Yee’s call for civility did not sit well with one Limbaugh fan, who responded by sending several racist death threats to Yee’s office this week. “Rush Limbaugh will kick your chink ass and expose you for the fool you are,” the faxes read, threatening him with “death”...

Blood libel I say.

We get news that the GOP in the Senate has slotted newly elected Tea Party nut Senator Lee of Utah to sit on the Judiciary Committee. One problem: Senator Lee thinks that child labor laws, the FDA, FEMA, food stamps, Medicare and Medicaid are unconstitutional. He will be a real help in the days ahead.

In Colorado the newly elected Right wing state house is trying to kill free school breakfasts and lunches for kids. In committee they succeeded in killing the funding, but the Dem guv plans to fight against the move. Here is what one of the key GOP state senators had to say.
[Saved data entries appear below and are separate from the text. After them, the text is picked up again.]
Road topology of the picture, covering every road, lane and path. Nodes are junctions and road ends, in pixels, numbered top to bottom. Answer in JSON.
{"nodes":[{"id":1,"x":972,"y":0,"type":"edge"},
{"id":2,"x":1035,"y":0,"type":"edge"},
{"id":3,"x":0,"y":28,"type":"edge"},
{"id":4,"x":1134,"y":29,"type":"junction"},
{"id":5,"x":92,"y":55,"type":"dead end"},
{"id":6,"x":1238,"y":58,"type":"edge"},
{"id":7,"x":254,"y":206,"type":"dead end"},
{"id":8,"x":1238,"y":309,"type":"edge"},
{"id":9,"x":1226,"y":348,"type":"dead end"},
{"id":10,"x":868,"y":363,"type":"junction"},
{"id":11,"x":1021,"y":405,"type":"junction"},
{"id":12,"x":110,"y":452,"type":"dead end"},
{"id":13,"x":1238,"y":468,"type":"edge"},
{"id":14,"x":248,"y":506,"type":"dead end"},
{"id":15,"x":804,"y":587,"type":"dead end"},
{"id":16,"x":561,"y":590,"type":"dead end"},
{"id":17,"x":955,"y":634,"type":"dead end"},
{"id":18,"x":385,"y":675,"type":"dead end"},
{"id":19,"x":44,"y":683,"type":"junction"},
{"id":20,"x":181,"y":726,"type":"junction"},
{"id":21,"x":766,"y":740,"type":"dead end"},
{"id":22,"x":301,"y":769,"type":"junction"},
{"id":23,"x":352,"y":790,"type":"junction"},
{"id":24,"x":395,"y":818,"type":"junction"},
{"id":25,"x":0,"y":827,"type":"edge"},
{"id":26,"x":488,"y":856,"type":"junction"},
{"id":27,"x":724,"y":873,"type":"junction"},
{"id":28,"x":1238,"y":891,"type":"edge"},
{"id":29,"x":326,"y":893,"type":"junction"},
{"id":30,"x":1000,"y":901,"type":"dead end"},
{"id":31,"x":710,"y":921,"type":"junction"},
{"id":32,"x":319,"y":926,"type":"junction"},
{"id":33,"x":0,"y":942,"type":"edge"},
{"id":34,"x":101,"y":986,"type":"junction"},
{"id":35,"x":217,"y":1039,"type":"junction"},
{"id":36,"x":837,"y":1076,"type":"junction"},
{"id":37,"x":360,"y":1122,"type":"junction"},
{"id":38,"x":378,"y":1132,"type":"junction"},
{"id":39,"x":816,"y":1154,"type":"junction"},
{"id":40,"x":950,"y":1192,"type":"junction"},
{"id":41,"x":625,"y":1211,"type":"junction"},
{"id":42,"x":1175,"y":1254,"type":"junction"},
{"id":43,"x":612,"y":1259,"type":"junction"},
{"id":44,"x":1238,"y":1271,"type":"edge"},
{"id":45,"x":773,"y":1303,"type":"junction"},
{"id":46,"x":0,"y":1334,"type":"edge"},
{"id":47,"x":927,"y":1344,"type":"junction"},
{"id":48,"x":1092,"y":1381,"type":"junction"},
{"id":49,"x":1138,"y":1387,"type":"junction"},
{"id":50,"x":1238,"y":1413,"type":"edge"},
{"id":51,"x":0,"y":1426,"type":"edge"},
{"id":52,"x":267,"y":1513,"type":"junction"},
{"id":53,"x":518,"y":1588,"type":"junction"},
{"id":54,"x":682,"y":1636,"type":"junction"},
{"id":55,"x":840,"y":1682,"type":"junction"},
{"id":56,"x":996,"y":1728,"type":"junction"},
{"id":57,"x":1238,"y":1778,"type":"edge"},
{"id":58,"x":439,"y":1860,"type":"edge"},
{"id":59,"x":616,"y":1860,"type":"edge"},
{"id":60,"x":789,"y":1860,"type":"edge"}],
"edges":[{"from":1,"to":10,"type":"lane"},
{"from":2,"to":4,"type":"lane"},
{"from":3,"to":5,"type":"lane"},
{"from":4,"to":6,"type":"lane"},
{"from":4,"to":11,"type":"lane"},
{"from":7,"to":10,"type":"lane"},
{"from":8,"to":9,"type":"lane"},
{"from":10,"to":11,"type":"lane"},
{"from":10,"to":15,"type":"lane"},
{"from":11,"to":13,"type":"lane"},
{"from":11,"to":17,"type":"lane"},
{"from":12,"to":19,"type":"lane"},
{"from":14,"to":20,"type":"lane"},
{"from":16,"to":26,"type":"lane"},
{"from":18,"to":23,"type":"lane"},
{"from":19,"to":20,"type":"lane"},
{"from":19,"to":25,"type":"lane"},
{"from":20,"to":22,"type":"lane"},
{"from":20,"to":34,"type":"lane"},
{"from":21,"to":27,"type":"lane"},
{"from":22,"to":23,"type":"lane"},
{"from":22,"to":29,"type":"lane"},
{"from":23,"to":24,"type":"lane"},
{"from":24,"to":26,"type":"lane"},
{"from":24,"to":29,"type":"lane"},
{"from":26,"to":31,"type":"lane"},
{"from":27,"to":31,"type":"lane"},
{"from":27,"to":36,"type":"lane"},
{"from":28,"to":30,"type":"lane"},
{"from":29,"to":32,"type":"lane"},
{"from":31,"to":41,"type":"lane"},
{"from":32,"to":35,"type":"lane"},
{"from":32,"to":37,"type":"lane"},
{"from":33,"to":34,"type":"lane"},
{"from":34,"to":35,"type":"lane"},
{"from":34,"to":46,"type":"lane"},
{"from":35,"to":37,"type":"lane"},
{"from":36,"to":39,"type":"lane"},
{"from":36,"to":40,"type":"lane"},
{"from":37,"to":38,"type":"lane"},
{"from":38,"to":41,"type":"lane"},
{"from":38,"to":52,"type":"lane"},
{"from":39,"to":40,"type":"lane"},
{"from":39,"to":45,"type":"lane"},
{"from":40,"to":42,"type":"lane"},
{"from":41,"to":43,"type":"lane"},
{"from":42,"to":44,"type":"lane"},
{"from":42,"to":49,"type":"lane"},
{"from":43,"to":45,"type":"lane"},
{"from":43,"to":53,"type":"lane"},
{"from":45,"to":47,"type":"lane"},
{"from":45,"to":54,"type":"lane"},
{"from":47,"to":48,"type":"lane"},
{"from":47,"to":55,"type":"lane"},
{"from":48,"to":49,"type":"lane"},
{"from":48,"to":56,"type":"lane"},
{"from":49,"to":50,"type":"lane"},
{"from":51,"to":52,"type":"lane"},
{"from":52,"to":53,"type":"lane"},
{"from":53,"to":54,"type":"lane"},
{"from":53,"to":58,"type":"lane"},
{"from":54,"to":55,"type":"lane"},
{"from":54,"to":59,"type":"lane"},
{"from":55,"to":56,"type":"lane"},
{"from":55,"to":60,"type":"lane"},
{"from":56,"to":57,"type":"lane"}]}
The move would make poor kids pay 30 cents per meal and save 100,000 bucks since the federal government subsidizes most of it anyway. But no. Starve these kids we must! After all those poverty ridden shlubs do not work hard to feed their kids right?

Denver Post:

“As a family guy myself with children and grandchildren, I take a very strong responsibility to earn money to feed my own family,” said Sen. Kent Lambert, R-Colorado Springs, who voted against the request. He said charities could step up if some families have difficulty paying the fees.

“I think if that need is out there, there are charitable groups that are out there that go way, way beyond that to take care of families in need,” Lambert said. “Out here in El Paso County, for example, we have churches all over the place.”

Um, yeah buddy. One last one. Senator Graham of South Carolina has been inspired by the bravery of our troops dying every day overseas. So inspired is he that he is using their name to destroy Social Security.

Link here.

GRAHAM: I would give anything if the United States Congress for one month could act in accordance with the way our men and women are serving in Iraq and Afghanistan. We know what to do on Social Security. I’ve put on the table adjusting the age from 67 to 69. …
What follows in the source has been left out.